Oil prices slide on strong US production

Oil prices fell further Friday as investors continue to worry about a surge in U.S. production and the selloff in equity markets.

Brent crude, the global oil benchmark, fell 0.8% to $64.31 a barrel on London's ICE Futures exchange. On the New York Mercantile Exchange, West Texas Intermediate futures were trading down 1.1% at $60.48 a barrel. Brent has retreated nearly 6 % this week.

Crude has edged down because of "the profit taking from investors who propped up prices to over $70 dollar Brent over the last month," said Eugen Weinberg, head of commodities research at Commerzbank. "The timing probably has something to do with over speculation and an overheated market, but fundamentally things are going to head down from here."

Until recently, oil prices have been buoyed by production cuts from the Organization of the Petroleum Exporting Countries and other large producers among other threats to supply.

Now the market fundamentals are changing as recent increases in prices brings more oil out of U.S., some analysts say.

Last year investors where lulled into complacency that "this time it is different" and American producers won't ramp up output, said Olivier Jakob, managing director of Petromatrix.
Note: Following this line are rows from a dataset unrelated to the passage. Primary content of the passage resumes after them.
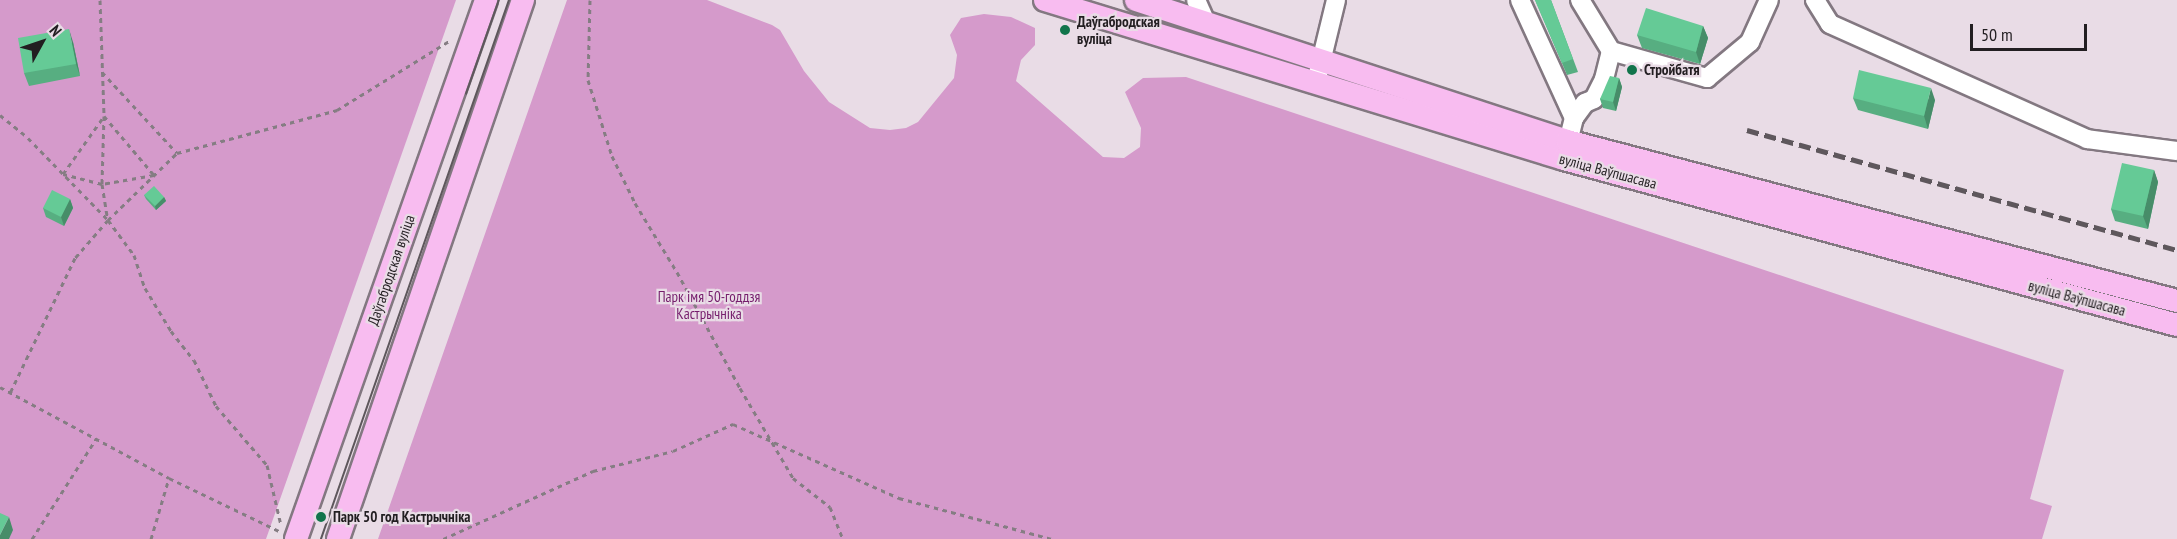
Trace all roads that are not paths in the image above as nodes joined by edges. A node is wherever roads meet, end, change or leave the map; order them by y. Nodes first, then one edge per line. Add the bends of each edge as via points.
1 (486, 0) edge
2 (523, 0) edge
3 (1044, 0) edge
4 (1136, 0) edge
5 (1196, 0) edge
6 (1336, 0) edge
7 (1520, 0) edge
8 (1580, 0) edge
9 (1769, 0) edge
10 (1815, 0) edge
11 (1206, 22) junction
12 (1611, 51) junction
13 (1322, 59) junction
14 (1316, 84) junction
15 (1574, 118) junction
16 (1565, 150) junction
17 (2177, 151) edge
18 (2177, 301) edge
19 (2177, 325) edge
20 (296, 539) edge
21 (338, 539) edge

1 - 20 main road, Даўгабродская вуліца
2 - 21 main road
3 - 14 main road, вуліца Ваўпшасава
4 - 11 main road, вуліца Ваўпшасава
5 - 11 lane
6 - 13 lane
7 - 15 lane
8 - 12 lane
9 - 12 lane via 1750,42 1707,78
10 - 17 lane via 1830,24 2087,139
11 - 13 main road, вуліца Ваўпшасава
12 - 15 lane via 1594,99 1585,103
13 - 14 lane
13 - 16 main road, вуліца Ваўпшасава
14 - 16 main road, вуліца Ваўпшасава
15 - 16 lane
16 - 18 main road, вуліца Ваўпшасава
16 - 19 main road, вуліца Ваўпшасава

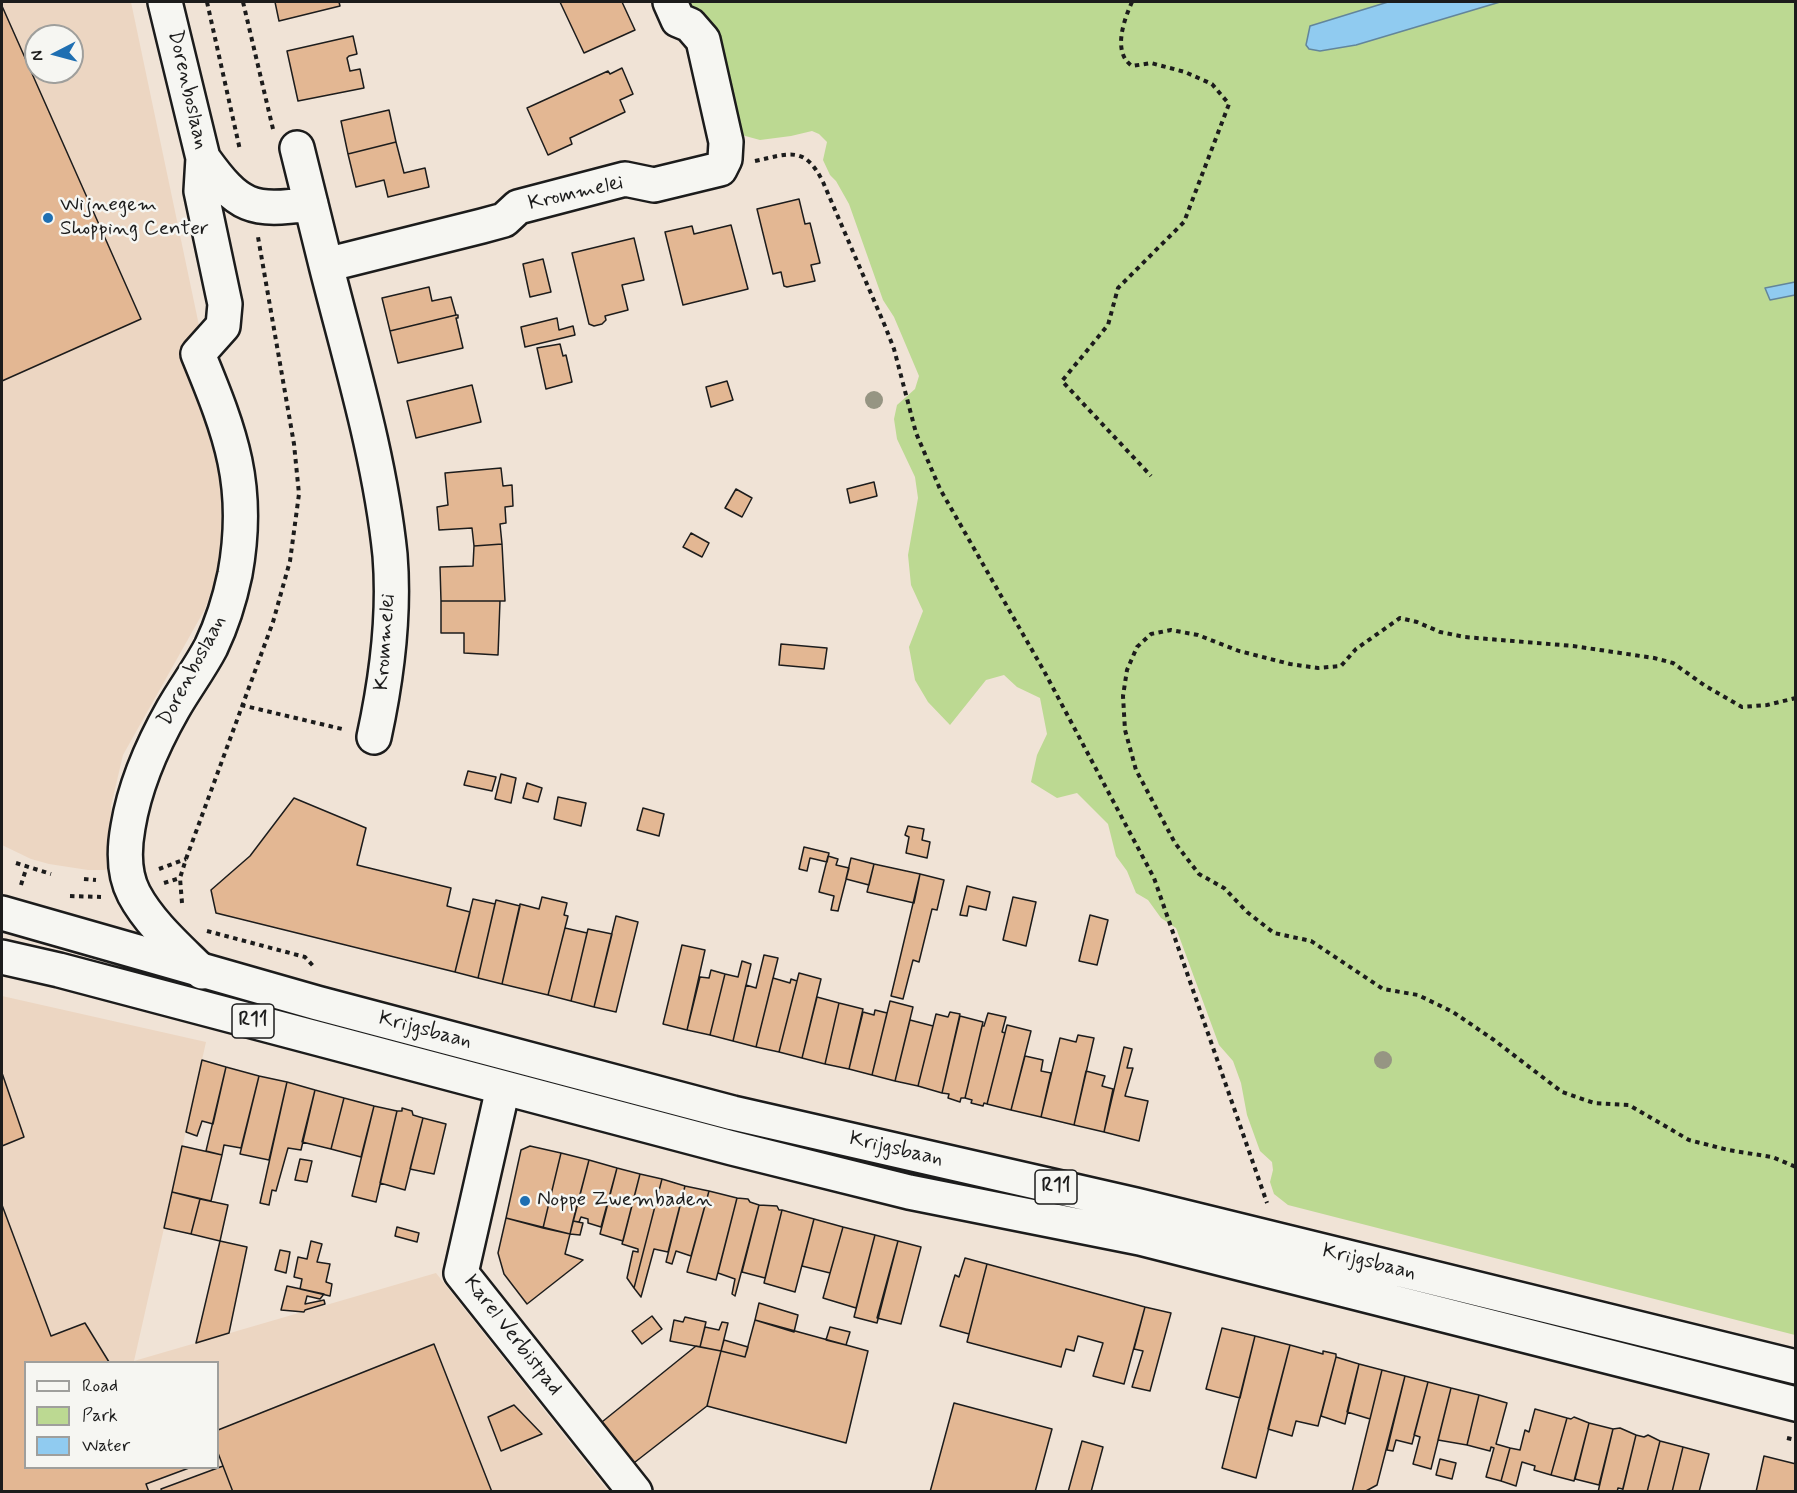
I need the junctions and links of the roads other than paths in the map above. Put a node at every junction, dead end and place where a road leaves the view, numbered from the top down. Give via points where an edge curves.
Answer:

But that narrative proved to be false.

"U.S. producers have reacted in style to the rising oil prices and have accelerated the pace of growth of U.S. crude oil production," said Mr. Jakob.

U.S. oil inventories are creeping up after having fallen at the end of last year and output has edged above 10 million barrels a day.

The downturn in the oil market is also coming amid a selloff in the equity markets, as investors there fret about the potential for higher inflation and central bank action. Stocks in Europe and Asia were on pace on Friday for their worst week in two years after a late slump Thursday pushed the Dow Jones Industrial Average and S&P 500 into correction territory.

While that has not pushed investors to dump so-called riskier assets wholesale, oil has suffered as more speculative investors sell out of bets that crude prices will continue to edge up.

Analysts will see just how far this has happened later Friday, with the publication of net speculative positions from the London's ICE Futures exchange and other major exchanges.

Also later Friday, Baker Hughes Inc. is set to release its weekly data on the number of rigs drilling for oil in the U.S., a bellwether for activity in the sector.

Nymex reformulated gasoline blendstock -- the benchmark gasoline contract -- fell 0.1% to $1.76 a gallon. ICE gasoil changed hands at $569.75 a metric ton, down $1.50 from the previous settlement.